(Beginning of SUPPLIED RECORDS)

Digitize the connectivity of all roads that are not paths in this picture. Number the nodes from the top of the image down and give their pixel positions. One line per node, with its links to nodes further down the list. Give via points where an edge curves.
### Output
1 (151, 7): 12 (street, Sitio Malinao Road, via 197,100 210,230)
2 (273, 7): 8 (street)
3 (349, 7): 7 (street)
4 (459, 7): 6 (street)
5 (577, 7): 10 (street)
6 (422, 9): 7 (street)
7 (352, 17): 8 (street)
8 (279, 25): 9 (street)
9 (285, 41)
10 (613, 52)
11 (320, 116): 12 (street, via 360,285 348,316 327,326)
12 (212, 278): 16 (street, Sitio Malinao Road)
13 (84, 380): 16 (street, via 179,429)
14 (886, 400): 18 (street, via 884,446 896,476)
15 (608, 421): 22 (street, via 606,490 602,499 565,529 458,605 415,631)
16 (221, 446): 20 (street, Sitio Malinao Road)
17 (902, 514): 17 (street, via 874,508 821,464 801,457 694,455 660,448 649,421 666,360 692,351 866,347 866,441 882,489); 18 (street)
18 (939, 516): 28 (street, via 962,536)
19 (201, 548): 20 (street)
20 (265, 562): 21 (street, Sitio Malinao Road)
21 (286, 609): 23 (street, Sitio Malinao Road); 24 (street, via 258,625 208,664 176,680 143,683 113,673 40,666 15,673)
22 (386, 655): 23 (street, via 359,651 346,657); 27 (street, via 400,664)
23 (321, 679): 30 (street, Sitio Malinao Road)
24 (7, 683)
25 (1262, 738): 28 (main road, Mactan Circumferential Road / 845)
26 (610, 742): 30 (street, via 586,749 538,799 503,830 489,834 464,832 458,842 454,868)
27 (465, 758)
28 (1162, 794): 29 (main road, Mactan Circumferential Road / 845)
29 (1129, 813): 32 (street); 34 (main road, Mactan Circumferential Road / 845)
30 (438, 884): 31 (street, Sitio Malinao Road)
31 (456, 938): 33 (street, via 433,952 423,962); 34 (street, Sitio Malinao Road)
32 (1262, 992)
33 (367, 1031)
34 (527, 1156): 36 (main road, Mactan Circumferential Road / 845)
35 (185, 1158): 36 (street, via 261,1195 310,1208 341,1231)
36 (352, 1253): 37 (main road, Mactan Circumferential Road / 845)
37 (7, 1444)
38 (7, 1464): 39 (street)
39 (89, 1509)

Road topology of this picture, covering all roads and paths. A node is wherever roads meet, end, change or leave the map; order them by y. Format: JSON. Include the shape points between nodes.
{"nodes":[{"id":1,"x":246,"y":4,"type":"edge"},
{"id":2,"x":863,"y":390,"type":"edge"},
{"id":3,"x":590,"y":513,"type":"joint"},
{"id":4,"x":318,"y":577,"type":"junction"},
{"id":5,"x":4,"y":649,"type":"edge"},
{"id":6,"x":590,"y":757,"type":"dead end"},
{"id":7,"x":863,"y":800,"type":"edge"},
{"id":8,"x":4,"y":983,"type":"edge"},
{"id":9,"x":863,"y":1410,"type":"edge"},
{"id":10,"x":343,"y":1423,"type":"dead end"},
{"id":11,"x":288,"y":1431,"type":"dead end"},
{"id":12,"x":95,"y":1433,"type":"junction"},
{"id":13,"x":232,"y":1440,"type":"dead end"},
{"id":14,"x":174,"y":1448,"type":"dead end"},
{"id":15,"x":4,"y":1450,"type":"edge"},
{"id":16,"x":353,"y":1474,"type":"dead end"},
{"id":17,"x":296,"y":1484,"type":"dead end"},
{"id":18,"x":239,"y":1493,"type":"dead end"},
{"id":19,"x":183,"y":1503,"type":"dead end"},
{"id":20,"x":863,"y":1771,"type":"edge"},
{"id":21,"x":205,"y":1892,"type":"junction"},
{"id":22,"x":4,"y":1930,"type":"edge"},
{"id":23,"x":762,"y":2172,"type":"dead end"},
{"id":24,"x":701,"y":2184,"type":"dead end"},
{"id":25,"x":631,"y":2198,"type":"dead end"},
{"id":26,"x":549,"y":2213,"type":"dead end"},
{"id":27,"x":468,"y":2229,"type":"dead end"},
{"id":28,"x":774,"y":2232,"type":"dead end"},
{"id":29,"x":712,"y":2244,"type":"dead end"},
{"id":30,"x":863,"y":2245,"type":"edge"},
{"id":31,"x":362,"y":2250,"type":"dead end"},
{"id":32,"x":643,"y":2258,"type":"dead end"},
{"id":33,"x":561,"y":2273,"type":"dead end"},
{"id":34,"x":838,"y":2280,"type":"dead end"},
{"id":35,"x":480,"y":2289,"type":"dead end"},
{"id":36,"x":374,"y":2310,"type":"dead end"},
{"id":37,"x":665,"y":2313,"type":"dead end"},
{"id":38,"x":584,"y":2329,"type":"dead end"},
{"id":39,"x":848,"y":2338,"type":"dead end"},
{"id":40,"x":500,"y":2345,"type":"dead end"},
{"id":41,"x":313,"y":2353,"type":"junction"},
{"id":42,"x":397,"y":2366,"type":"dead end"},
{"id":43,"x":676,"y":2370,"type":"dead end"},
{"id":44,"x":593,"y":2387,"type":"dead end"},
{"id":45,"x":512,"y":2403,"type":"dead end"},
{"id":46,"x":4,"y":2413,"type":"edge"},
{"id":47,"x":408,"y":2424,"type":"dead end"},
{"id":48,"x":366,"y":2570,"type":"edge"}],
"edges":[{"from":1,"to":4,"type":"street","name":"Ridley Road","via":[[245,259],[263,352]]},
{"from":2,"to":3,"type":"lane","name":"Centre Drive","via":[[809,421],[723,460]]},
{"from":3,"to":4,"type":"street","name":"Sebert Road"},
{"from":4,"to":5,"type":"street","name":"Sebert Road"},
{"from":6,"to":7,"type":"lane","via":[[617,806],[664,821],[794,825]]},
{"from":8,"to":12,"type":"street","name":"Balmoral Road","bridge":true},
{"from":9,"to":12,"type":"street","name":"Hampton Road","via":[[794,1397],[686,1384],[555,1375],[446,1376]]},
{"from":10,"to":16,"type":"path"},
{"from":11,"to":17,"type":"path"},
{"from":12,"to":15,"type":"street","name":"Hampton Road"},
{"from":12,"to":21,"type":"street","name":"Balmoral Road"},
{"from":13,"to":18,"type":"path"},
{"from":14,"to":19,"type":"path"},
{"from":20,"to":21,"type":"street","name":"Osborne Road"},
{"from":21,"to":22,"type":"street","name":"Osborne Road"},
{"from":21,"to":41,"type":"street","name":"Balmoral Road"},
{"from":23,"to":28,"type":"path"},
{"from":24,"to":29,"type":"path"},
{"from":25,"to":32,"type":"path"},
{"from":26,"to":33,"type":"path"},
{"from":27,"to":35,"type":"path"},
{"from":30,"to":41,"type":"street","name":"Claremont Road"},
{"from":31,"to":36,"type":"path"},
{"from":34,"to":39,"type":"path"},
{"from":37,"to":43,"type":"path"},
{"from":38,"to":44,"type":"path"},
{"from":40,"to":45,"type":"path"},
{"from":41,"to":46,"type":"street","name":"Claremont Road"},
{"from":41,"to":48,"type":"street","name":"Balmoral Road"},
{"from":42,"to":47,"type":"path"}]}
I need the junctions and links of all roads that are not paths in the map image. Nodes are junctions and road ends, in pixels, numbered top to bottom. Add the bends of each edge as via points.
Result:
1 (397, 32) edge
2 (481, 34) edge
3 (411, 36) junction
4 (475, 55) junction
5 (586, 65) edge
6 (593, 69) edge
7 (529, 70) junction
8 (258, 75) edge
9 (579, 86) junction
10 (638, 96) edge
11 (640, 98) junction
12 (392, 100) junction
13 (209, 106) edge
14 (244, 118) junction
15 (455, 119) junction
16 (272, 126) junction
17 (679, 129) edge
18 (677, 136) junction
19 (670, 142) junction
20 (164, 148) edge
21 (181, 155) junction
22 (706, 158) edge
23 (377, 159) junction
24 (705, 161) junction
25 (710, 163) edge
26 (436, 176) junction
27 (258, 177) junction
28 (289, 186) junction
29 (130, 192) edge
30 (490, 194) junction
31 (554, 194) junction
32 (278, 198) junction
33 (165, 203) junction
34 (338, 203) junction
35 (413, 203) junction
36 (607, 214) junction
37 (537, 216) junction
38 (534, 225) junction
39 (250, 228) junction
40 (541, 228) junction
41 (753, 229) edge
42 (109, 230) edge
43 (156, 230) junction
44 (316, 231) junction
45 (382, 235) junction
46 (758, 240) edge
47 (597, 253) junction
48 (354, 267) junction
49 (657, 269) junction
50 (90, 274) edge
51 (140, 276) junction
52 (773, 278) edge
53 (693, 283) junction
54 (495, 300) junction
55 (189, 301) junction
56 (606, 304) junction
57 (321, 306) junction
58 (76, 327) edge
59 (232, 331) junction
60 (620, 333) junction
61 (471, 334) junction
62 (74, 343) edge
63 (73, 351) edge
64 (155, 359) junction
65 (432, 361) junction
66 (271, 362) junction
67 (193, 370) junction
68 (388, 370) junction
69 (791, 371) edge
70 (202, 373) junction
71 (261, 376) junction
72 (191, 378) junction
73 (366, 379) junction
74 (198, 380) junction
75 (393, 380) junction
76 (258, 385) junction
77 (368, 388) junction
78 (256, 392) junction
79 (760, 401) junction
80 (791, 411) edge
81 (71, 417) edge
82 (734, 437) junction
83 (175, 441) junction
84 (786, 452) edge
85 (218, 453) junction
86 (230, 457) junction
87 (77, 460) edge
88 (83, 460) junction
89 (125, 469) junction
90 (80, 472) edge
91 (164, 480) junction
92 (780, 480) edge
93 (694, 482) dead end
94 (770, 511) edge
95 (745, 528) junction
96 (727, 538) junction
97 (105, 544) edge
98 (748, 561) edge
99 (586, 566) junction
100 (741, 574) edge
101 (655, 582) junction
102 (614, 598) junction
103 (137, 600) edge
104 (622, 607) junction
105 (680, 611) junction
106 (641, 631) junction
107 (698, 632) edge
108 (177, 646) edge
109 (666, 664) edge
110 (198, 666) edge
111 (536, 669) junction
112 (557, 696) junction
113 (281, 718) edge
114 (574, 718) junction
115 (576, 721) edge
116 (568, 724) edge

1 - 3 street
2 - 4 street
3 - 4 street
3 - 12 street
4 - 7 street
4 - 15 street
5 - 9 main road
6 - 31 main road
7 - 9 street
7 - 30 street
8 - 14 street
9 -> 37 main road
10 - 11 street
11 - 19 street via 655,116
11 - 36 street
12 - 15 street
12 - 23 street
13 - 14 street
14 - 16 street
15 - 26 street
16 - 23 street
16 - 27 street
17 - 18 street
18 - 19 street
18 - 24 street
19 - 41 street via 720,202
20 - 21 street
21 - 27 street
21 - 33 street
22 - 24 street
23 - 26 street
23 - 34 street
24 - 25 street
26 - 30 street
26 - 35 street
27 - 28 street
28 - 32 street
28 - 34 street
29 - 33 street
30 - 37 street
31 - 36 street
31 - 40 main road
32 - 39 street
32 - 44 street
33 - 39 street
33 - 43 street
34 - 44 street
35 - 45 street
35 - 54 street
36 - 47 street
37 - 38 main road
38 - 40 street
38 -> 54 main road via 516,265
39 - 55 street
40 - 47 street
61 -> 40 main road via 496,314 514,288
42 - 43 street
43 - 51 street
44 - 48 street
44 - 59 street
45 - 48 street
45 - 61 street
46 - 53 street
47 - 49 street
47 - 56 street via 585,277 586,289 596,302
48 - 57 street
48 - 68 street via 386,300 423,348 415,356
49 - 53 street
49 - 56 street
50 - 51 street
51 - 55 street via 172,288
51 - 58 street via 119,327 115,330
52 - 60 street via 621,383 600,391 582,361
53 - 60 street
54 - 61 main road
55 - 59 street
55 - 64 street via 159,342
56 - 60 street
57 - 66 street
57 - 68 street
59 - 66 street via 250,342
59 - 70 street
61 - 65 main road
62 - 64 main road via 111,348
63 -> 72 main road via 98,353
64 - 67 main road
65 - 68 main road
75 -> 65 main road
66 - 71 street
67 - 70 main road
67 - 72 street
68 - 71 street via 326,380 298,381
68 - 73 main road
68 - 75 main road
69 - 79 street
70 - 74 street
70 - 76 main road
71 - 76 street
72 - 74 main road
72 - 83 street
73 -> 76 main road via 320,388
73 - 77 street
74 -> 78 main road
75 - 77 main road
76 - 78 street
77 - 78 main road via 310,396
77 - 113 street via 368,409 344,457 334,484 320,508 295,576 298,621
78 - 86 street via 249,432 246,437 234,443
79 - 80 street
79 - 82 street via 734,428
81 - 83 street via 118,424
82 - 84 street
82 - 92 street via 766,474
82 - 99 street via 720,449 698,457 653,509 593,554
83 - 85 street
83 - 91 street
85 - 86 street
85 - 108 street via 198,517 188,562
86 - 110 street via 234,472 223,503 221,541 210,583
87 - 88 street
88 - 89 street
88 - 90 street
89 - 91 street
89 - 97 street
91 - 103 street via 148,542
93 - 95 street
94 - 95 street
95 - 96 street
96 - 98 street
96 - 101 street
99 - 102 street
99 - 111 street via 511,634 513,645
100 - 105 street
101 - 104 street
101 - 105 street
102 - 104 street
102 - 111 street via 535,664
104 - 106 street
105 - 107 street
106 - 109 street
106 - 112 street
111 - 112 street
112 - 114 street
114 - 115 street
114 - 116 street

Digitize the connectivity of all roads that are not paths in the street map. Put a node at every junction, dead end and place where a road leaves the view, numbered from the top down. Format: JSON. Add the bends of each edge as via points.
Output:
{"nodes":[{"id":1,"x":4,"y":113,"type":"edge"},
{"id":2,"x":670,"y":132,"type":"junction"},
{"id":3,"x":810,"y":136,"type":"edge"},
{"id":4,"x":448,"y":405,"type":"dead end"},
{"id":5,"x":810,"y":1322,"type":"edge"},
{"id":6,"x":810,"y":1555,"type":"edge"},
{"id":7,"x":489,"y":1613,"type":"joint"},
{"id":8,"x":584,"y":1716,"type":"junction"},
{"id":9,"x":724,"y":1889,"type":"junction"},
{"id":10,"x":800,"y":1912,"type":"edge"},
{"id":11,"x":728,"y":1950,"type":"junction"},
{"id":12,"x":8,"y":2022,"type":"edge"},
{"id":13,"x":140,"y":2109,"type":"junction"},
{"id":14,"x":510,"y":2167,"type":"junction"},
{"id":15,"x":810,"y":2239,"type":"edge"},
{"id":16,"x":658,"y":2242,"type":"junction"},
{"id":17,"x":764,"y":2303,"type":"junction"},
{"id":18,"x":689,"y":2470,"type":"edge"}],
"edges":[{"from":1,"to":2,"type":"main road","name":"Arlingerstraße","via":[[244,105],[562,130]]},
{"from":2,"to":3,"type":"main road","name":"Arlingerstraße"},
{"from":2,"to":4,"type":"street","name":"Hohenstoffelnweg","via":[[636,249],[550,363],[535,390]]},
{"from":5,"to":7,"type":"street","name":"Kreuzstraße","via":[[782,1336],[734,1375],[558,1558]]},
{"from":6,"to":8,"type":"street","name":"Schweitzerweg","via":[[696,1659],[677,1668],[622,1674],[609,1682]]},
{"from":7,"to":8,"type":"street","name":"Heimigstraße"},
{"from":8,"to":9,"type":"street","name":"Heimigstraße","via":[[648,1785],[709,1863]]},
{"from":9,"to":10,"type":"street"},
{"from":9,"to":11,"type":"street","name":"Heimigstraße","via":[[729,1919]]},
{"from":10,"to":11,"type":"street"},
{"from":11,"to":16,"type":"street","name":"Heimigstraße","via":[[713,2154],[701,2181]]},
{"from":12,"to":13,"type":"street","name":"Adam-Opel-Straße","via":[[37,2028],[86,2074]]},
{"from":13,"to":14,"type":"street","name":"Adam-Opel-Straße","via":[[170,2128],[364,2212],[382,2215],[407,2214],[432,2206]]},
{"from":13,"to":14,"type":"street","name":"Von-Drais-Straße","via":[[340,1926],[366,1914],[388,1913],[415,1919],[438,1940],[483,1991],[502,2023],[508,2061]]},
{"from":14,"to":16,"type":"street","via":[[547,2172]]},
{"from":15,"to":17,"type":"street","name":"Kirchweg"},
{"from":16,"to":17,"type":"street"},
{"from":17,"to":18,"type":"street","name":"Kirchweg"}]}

(End of SUPPLIED RECORDS)

» WORK ITEM
In the lines above, find the word "Opel" and copy each line that contains it.

» THE COMPLETED TASK
{"from":12,"to":13,"type":"street","name":"Adam-Opel-Straße","via":[[37,2028],[86,2074]]},
{"from":13,"to":14,"type":"street","name":"Adam-Opel-Straße","via":[[170,2128],[364,2212],[382,2215],[407,2214],[432,2206]]},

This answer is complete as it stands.